Le récepteur de chimiokines CCR5 appartient à la famille des récepteurs à sept domaines transmembranaires couplés aux protéines G (GPCRs). Il est impliqué dans la migration cellulaire et la réponse inflammatoire. Il est également utilisé par le VIH comme corécepteur d’entrée. Récemment, il a été impliqué dans l’apprentissage et la mémoire et est associé à plusieurs maladies neurologiques, dont le syndrome HAND, une détérioration cognitive chronique due à l’infection cérébrale par le VIH.
Jusqu’à présent seul l’inhibiteur de CCR5 maraviroc a été approuvé pour le traitement de l’infection VIH, mais cette drogue n’est pas optimale. La recherche de nouveaux inhibiteurs le ciblant est donc nécessaire pour compléter l’arsenal des thérapies actuelles.
Différents travaux, dont les nôtres, indiquent que les GPCRs peuvent adopter plusieurs états conformationnels à la surface cellulaire, ce qui offre de nouvelles possibilités thérapeutiques.
L’oligomérisation des récepteurs est un des mécanismes qui régule cette diversité conformationnelle. CCR5 est capable de s’organiser par paire sous forme d’homo- ou d’hétéro-dimères (CCR2/CCR5). Nous avons montré que la dimérisation de CCR5 est (i) indispensable à son export à la membrane plasmique, (ii) régule sa mobilité à la surface cellulaire, et (iii) impacte la liaison des ligands. La dimérisation des récepteurs pourrait donc influencer, par coopérativité entre partenaires, la sélectivité des drogues les ciblant. Jusqu’à présent aucune stratégie thérapeutique visant à moduler la dimérisation de ces récepteurs n’a été envisagée.

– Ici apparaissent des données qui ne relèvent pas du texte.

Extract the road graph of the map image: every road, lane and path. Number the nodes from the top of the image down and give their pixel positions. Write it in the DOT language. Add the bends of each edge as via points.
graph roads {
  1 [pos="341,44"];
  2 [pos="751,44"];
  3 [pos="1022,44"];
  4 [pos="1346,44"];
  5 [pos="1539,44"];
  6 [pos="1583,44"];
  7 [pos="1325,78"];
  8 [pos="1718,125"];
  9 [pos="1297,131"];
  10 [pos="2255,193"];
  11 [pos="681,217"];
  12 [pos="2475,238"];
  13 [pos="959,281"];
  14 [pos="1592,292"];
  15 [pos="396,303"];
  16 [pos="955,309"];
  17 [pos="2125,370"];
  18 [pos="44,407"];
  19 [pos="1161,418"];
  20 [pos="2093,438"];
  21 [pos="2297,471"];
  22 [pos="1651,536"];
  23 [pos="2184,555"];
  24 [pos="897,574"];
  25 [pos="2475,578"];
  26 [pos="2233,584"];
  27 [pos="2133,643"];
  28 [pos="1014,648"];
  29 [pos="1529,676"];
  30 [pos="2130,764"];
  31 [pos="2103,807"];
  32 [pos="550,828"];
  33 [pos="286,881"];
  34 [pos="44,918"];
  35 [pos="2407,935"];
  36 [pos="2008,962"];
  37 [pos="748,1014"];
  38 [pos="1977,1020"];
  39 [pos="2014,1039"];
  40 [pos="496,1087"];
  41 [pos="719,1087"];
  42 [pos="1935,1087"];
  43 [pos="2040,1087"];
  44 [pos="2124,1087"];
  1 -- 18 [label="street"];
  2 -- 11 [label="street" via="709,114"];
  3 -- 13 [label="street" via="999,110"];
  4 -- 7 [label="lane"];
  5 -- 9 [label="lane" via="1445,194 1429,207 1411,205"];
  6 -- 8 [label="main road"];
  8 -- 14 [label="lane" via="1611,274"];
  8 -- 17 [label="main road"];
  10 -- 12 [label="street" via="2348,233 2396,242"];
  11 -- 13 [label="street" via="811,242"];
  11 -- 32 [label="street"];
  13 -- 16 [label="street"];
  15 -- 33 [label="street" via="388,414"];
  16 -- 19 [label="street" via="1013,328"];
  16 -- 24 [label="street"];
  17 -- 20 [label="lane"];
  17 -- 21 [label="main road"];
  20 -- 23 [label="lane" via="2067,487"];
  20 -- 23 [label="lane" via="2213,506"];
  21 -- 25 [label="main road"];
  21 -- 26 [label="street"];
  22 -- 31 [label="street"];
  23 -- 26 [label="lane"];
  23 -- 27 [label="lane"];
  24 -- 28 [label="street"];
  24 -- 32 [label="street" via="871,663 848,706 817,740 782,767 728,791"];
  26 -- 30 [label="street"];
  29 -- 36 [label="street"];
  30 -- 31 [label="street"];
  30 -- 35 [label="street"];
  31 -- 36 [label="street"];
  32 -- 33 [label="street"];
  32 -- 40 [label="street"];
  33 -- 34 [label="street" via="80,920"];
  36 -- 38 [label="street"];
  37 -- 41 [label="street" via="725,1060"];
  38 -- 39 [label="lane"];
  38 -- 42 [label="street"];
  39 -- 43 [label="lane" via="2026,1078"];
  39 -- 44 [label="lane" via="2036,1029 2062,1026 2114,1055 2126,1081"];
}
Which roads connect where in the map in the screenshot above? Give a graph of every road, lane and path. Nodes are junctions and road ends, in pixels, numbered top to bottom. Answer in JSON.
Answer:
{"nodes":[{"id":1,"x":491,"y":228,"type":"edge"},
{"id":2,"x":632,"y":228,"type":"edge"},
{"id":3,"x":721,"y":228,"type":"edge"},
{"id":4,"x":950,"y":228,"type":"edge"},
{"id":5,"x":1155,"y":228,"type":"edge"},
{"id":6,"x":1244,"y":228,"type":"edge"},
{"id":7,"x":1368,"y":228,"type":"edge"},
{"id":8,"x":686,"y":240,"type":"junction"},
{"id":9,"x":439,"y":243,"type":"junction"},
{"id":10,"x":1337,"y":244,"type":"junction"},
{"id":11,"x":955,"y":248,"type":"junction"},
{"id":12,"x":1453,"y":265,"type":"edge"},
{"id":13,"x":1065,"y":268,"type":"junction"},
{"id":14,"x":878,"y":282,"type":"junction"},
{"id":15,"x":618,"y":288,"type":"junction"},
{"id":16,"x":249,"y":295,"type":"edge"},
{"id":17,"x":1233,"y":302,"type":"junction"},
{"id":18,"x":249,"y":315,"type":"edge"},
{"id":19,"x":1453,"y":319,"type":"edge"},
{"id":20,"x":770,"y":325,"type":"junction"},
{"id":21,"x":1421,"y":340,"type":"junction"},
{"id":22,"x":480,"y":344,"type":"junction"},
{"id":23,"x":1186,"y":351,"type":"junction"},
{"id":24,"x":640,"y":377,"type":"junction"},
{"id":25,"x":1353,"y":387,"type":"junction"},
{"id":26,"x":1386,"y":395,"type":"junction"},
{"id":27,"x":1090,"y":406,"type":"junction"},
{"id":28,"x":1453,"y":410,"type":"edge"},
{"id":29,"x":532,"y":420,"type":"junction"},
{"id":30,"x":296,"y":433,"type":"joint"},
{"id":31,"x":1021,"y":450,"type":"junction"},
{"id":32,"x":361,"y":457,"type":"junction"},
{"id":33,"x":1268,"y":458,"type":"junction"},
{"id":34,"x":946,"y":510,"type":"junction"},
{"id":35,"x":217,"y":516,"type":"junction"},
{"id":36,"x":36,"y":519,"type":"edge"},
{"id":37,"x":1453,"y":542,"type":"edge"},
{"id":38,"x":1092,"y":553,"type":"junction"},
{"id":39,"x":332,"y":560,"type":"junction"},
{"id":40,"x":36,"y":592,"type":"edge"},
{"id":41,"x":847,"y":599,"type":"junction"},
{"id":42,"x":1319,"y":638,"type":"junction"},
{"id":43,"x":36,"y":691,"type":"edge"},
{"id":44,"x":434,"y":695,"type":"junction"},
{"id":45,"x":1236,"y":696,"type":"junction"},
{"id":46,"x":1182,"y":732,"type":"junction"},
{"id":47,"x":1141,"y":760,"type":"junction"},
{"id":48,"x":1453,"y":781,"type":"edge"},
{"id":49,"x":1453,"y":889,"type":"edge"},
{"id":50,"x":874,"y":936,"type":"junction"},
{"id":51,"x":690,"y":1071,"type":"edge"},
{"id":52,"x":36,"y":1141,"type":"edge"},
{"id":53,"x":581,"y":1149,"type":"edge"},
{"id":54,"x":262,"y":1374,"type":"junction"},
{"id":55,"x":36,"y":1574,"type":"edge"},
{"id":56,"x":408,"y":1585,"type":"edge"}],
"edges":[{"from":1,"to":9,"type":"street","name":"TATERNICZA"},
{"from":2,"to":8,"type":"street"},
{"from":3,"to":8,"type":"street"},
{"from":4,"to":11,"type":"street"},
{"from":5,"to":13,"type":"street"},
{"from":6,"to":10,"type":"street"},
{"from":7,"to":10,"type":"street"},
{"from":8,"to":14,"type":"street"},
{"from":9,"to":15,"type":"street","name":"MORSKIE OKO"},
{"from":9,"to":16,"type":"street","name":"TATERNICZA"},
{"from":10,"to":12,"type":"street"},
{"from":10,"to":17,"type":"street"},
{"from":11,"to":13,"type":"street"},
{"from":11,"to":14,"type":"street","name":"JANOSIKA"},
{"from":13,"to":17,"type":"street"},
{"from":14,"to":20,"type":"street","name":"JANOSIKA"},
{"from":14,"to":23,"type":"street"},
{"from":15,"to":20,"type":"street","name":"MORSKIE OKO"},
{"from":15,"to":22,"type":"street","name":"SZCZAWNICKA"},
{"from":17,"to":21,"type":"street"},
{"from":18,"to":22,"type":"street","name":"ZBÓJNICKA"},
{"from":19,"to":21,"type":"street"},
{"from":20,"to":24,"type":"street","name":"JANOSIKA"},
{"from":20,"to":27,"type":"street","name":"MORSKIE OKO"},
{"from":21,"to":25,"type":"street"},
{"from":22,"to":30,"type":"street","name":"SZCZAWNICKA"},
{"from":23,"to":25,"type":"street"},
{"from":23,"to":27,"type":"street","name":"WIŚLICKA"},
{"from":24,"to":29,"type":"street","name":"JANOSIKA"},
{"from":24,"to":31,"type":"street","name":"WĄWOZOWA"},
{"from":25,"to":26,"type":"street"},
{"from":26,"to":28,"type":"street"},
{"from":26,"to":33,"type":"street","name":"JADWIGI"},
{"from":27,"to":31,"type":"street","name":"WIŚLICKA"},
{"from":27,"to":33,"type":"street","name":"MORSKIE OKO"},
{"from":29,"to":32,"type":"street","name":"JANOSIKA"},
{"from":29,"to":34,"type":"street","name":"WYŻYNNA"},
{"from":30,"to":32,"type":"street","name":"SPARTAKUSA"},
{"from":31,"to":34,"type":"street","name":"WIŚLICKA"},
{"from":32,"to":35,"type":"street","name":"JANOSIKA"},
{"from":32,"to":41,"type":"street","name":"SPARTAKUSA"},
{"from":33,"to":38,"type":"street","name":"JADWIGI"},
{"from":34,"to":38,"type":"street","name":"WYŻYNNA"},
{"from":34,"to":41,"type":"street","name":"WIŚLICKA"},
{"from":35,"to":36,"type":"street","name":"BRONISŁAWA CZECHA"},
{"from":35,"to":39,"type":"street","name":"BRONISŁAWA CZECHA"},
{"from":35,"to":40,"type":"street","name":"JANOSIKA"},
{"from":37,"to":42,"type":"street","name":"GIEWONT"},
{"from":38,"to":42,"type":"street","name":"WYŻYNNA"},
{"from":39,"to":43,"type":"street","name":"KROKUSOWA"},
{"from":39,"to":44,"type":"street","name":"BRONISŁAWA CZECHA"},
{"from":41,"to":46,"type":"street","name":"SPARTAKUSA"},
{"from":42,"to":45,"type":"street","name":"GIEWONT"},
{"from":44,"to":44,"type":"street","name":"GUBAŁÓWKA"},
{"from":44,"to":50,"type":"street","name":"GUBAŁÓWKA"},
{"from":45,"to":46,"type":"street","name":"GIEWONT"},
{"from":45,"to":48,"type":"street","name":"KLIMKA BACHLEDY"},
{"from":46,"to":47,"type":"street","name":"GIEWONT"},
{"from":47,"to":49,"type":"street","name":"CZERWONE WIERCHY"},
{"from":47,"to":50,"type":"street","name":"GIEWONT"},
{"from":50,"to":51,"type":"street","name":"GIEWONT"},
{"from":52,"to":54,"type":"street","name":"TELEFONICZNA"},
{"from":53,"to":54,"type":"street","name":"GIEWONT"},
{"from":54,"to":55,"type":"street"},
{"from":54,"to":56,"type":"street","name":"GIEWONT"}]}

Dans ce projet, nous proposons d’étudier l’homo- et l’hétéro-dimérisation de CCR5 par microscopie dynamique et super-résolutive, et par l’analyse d’images statistique dans le but de décrire l’agencement moléculaire et la dynamique des récepteurs présents à la surface cellulaire. Décrypter les interactions protéine-protéine au niveau de la molécule unique permettra d’apporter de nouvelles connaissances sur le comportement des récepteurs à l’état basal et en présence de ligand, et ainsi d’envisager de nouvelles solutions pour cibler le récepteur.
Nous décrirons l’arrangement des clusters de CCR5 à la membrane plasmique par utilisation de la microscopie TIRF et STORM et l’implémentation de nouvelles méthodes statistiques (Objectif 1). Nous étudierons ensuite l’influence des ligands (chimiokines, VIH, antiviraux) et de l’environnement cellulaire sur cette l’agencement moléculaire, et évaluerons les conséquences fonctionnelles de ces interactions (Objectif 2). Enfin, nous chercherons à identifier des modulateurs de la dimérisation du récepteur (Objectif 3).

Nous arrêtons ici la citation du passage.